### [Activity]
Could each record be written out again exactly as it stands?

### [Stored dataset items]
┌──
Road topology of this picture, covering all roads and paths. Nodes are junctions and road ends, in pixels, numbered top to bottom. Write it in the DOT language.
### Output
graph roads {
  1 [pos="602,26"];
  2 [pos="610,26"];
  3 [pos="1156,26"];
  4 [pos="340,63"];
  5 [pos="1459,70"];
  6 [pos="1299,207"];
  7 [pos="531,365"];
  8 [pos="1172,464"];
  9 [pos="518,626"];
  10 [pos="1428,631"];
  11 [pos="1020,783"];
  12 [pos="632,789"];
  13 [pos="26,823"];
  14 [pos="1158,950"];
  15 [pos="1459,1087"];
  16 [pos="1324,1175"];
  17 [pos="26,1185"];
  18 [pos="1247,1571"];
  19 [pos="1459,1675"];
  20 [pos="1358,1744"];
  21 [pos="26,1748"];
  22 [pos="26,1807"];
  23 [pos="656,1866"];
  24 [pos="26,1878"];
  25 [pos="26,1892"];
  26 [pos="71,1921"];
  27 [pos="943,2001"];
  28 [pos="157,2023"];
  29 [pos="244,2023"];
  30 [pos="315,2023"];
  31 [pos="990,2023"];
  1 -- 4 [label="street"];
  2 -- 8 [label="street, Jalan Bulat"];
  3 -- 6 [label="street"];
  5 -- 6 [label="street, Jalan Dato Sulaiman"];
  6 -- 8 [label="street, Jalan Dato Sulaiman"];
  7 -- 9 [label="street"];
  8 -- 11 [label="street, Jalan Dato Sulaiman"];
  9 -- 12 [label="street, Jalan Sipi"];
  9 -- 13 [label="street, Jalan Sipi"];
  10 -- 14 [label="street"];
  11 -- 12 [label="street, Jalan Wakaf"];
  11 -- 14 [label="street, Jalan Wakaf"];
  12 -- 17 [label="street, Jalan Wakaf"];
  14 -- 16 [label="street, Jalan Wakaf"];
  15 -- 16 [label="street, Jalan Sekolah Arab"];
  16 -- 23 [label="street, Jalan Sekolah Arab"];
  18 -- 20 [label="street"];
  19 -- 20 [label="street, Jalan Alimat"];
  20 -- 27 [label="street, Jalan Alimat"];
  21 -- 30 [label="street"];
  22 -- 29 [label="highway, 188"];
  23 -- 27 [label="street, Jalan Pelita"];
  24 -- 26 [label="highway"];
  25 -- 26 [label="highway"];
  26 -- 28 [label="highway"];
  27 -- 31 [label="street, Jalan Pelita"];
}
└──
### [Task output]
Road topology of this picture, covering all roads and paths. Nodes are junctions and road ends, in pixels, numbered top to bottom. Write it in the DOT language.
### Output
graph roads {
  1 [pos="602,26"];
  2 [pos="610,26"];
  3 [pos="1156,26"];
  4 [pos="340,63"];
  5 [pos="1459,70"];
  6 [pos="1299,207"];
  7 [pos="531,365"];
  8 [pos="1172,464"];
  9 [pos="518,626"];
  10 [pos="1428,631"];
  11 [pos="1020,783"];
  12 [pos="632,789"];
  13 [pos="26,823"];
  14 [pos="1158,950"];
  15 [pos="1459,1087"];
  16 [pos="1324,1175"];
  17 [pos="26,1185"];
  18 [pos="1247,1571"];
  19 [pos="1459,1675"];
  20 [pos="1358,1744"];
  21 [pos="26,1748"];
  22 [pos="26,1807"];
  23 [pos="656,1866"];
  24 [pos="26,1878"];
  25 [pos="26,1892"];
  26 [pos="71,1921"];
  27 [pos="943,2001"];
  28 [pos="157,2023"];
  29 [pos="244,2023"];
  30 [pos="315,2023"];
  31 [pos="990,2023"];
  1 -- 4 [label="street"];
  2 -- 8 [label="street, Jalan Bulat"];
  3 -- 6 [label="street"];
  5 -- 6 [label="street, Jalan Dato Sulaiman"];
  6 -- 8 [label="street, Jalan Dato Sulaiman"];
  7 -- 9 [label="street"];
  8 -- 11 [label="street, Jalan Dato Sulaiman"];
  9 -- 12 [label="street, Jalan Sipi"];
  9 -- 13 [label="street, Jalan Sipi"];
  10 -- 14 [label="street"];
  11 -- 12 [label="street, Jalan Wakaf"];
  11 -- 14 [label="street, Jalan Wakaf"];
  12 -- 17 [label="street, Jalan Wakaf"];
  14 -- 16 [label="street, Jalan Wakaf"];
  15 -- 16 [label="street, Jalan Sekolah Arab"];
  16 -- 23 [label="street, Jalan Sekolah Arab"];
  18 -- 20 [label="street"];
  19 -- 20 [label="street, Jalan Alimat"];
  20 -- 27 [label="street, Jalan Alimat"];
  21 -- 30 [label="street"];
  22 -- 29 [label="highway, 188"];
  23 -- 27 [label="street, Jalan Pelita"];
  24 -- 26 [label="highway"];
  25 -- 26 [label="highway"];
  26 -- 28 [label="highway"];
  27 -- 31 [label="street, Jalan Pelita"];
}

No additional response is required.